There are several reasons to eliminate the intermediate beam, but the one often cited by design teams is easier MEP coordination. Since exposing the mass timber floor panels on the ceiling side is desired in most mass timber buildings, 在管道系统方面有一些创造性, sprinkler lines and other MEP services are accommodated is required. For more information on this topic, read this 向专家请教 Q&A. 如果没有中间光束, the main MEP trunk lines can be run around a central corridor with branch lines extending into each bay. A benefit to this approach is that no intermediate beams means no or minimal penetrations through glulam purlins or girders to coordinate, 减少, 设计, 等.


When selecting grid dimensions, another important consideration is manufacturer capabilities. Most North American CLT manufacturers certified to the PRG-320 Standard for Performance-Rated Cross-Laminated Timber are capable of producing panels between 8 and 12 ft wide and between 40 and 60 ft long.

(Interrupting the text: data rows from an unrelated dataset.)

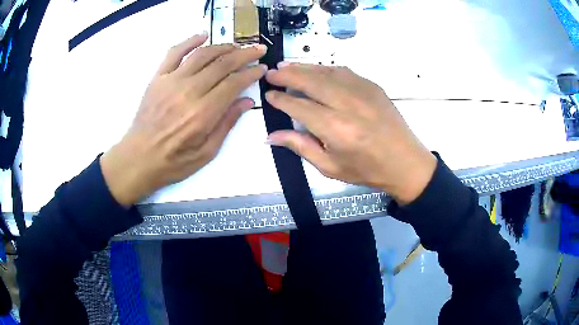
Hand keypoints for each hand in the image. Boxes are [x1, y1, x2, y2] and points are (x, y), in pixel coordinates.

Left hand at [100, 33, 266, 206]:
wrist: (138, 159)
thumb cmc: (173, 162)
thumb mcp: (206, 152)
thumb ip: (226, 124)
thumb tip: (247, 101)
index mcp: (203, 113)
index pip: (234, 84)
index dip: (251, 73)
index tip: (261, 68)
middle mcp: (189, 92)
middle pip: (222, 64)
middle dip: (244, 55)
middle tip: (258, 50)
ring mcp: (171, 81)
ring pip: (202, 54)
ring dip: (223, 47)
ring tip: (236, 46)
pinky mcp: (158, 78)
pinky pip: (174, 53)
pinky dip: (190, 41)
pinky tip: (203, 36)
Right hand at [264, 63, 435, 203]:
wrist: (405, 163)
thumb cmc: (367, 170)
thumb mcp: (330, 167)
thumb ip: (300, 146)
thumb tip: (270, 136)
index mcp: (336, 129)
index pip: (299, 106)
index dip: (281, 100)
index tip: (268, 94)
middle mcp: (347, 104)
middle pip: (311, 82)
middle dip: (287, 75)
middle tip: (271, 72)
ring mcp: (363, 92)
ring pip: (326, 72)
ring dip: (304, 68)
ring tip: (286, 66)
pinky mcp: (373, 86)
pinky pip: (344, 71)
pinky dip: (325, 69)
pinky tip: (315, 70)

Minimizing the amount of waste from each panel is key to maximizing efficiency. 例如, a grid with 20-ft increments could be very efficient; it could use 40-ft-long panels or 60-ft-long panels (if the manufacturer is capable of producing those sizes). 另一方面, a 24-ft grid may not be as efficient since it would either require 48-ft-long panels (for double spans) or 减少ting 16 ft from 40-ft-long panels. Both options increase waste and reduce efficiency. When considering especially long panels, trucking logistics should also be taken into account.

阿肯色大学 Adohi大厅 student residence hall project in Fayetteville, AR utilized a 20-ft grid increment for a 60-ft-wide building. The CLT manufacturer provided 40-ft-long panels, resulting in the use of one full length and one half-length panel to achieve the full 60-ft building width. Because each half-length panel was simply a full-length panel 减少 in half, efficiency was high and waste was minimized.

虽然制造商的能力不同, it is possible to create grids that are efficient for several manufacturers. An important step in mass timber building design is to consult with manufacturers to determine the most efficient panel layouts for their capabilities. Most North American mass timber manufacturers are WoodWorks 国家 Partners. Information on each can be found by clicking the logos on 这个网页.